- Theatrical release poster
- Directed by: Sahana Murthy S
- Produced by: Ramco Somanna
- Starring: Vikram Ravichandran Akanksha Sharma
- Cinematography: Santosh Rai Pathaje
- Edited by: K. M. Prakash
- Music by: Arjun Janya
- Production company: Gowri Entertainers
- Release date: 24 June 2022;
- Country: India
- Language: Kannada

= Trivikrama (film) =

Indian Kannada film

Trivikrama is a 2022 Indian Kannada-language romantic drama film directed by S. Sahana Murthy and produced by Ramco Somanna. The film stars Vikram Ravichandran and Akanksha Sharma in lead roles, while Jayaprakash, Suchendra Prasad, Tulasi, Chikkanna, Sadhu Kokila and Rohit Roy appear in supporting roles. The music is done by Arjun Janya, while the cinematography and editing were handled by Santosh Rai Pathaje and K. M. Prakash.

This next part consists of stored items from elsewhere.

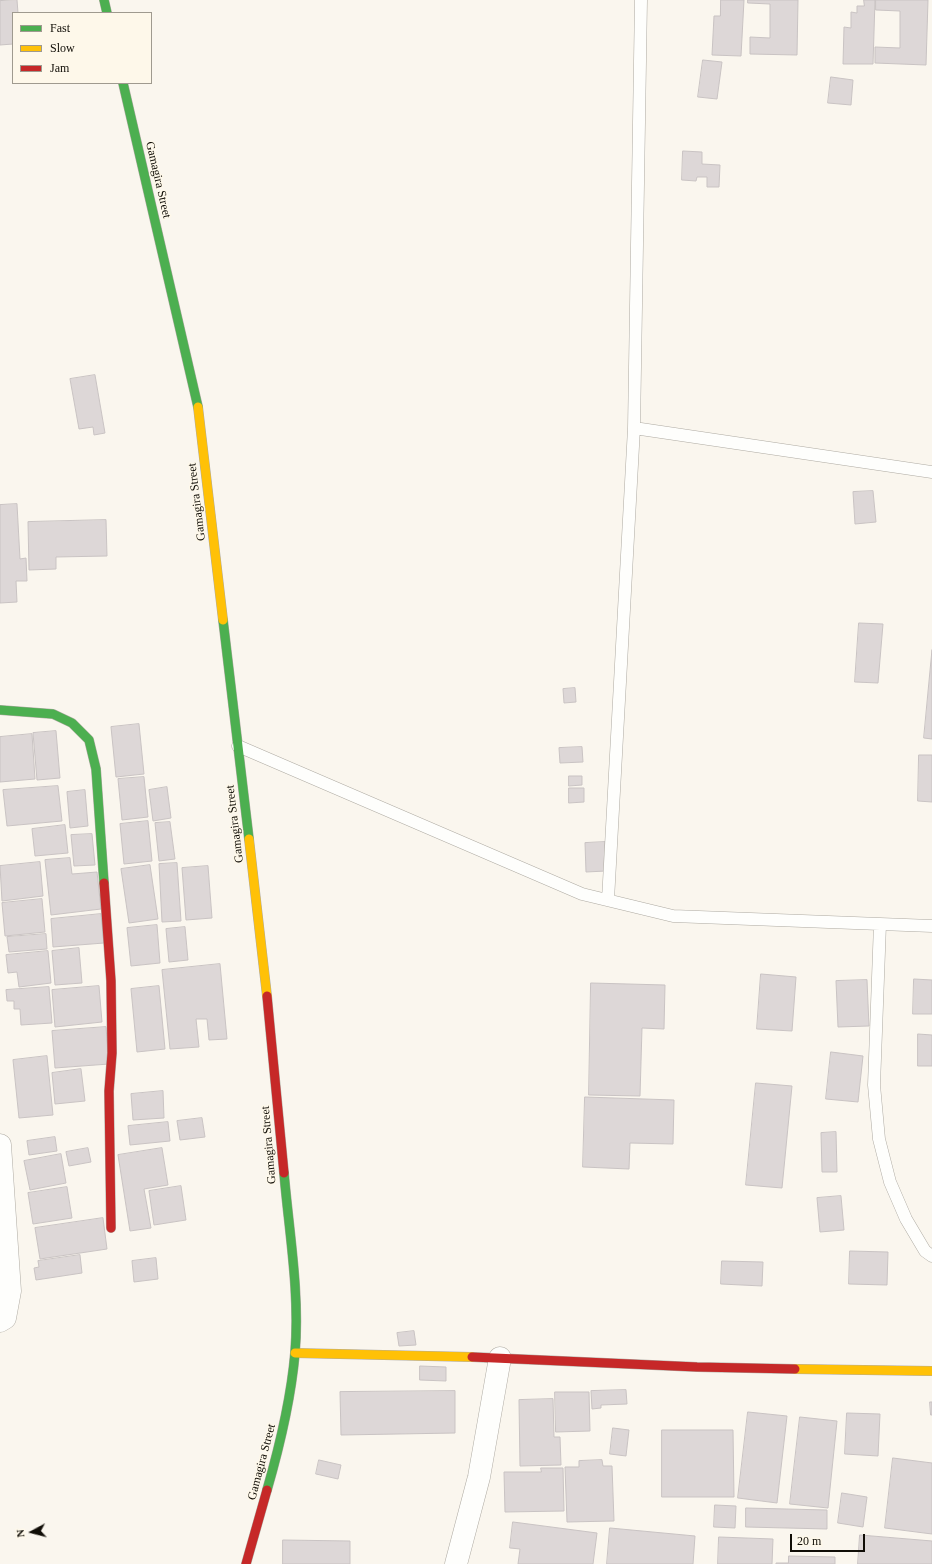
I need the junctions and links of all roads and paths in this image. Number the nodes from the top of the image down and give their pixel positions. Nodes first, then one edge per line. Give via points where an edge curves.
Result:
1 (104, 0) edge
2 (641, 0) edge
3 (107, 12) edge
4 (123, 84) edge
5 (634, 428) junction
6 (932, 472) edge
7 (0, 710) edge
8 (238, 746) junction
9 (608, 900) junction
10 (880, 924) junction
11 (932, 926) edge
12 (0, 1145) edge
13 (111, 1228) dead end
14 (932, 1256) edge
15 (0, 1321) edge
16 (295, 1354) junction
17 (500, 1358) junction
18 (932, 1371) edge
19 (246, 1564) edge
20 (456, 1564) edge

1 - 3 street
2 - 5 lane
4 - 8 street, Gamagira Street via 199,412
5 - 6 lane
5 - 9 lane
7 - 13 street via 52,714 72,723 89,740 96,770 111,981
8 - 9 lane via 582,894
8 - 16 street, Gamagira Street via 271,1029 296,1303
9 - 10 lane via 673,916
10 - 11 lane
10 - 14 lane via 874,1085 879,1139 890,1182 906,1219 925,1251
12 - 15 street via 10,1291 4,1318
16 - 17 street
16 - 19 street, Gamagira Street via 283,1433
17 - 18 street via 697,1367
17 - 20 street via 479,1477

Trivikrama was released on 24 June 2022 where it received mixed reviews from critics and became an average venture at the box office.

== Plot ==
Vikram, a middle-class guy and the son of a government servant, falls in love with Trisha, an ahimsa-buddhist girl and the daughter of a rich businessperson in Bangalore. Vikram and Trisha fall for each other, but Trisha distances herself from Vikram after seeing his violent nature. Trisha heads to Rajasthan, where her father arranges for her to marry a family friend, but Vikram also arrives there and manages to convince Trisha, who tearfully reunites with him. They head to Bangalore to seek blessings from their family. Just before their engagement, Vikram is secretly attacked and killed by Trisha's father and his goons as Trisha's father hates the alliance. However, Trisha learns of her father's involvement in Vikram's death, where she becomes a widow and cherishes her memories with Vikram.

== Soundtrack ==
The soundtrack album has six singles composed by Arjun Janya, and released on A2 Music.

Trivikrama (Original Motion Picture Soundtrack)
| No. | Title | Singer(s) | Length |
|---|---|---|---|
| 1. | "Mummy Please Mummy" | Vijay Prakash | 4:52 |
| 2. | "Honey Bunny Feel My Love" | Sanjith Hegde | 3:50 |
| 3. | "Shakuntala Shake Your Body Please" | Nakash Aziz, Aishwarya Rangarajan | 4:07 |
| 4. | "Nenne Tanaka" | Sanjith Hegde | 3:16 |
| 5. | "Hey Sajjna" | Keerthan Holla | 2:57 |
| 6. | "Hey Hrudayave" | Rajesh Krishnan | 5:35 |

==Release==
The film was released on 24 June 2022.

== Reception ==
=== Critical response ===
A. Sharadhaa of Cinema Express gave 3 out of 5 stars and wrote "Vikram Ravichandran and Akanksha's debut might be formulaic, but Trivikrama is definitely worth a watch, and it is a confident start for two rising talents that have the potential to make quite the mark."
Sunayana Suresh of The Times of India gave 2.5 out of 5 stars and wrote "Trivikrama could still appeal to those who want the formulaic romantic storyline with regular doses of action and songs. But if you are looking for something more or different, it might disappoint." Prathibha Joy of OTTplay gave 1.5 out of 5 stars and wrote "Kannada filmmakers really need to stop what they think is playing to the gallery with these cliched lines that harp about the popularity of the star whose kid/grandkid they are working with. Trivikrama gave me a massive headache. Should you go ahead and still watch it, well, you’ve been warned."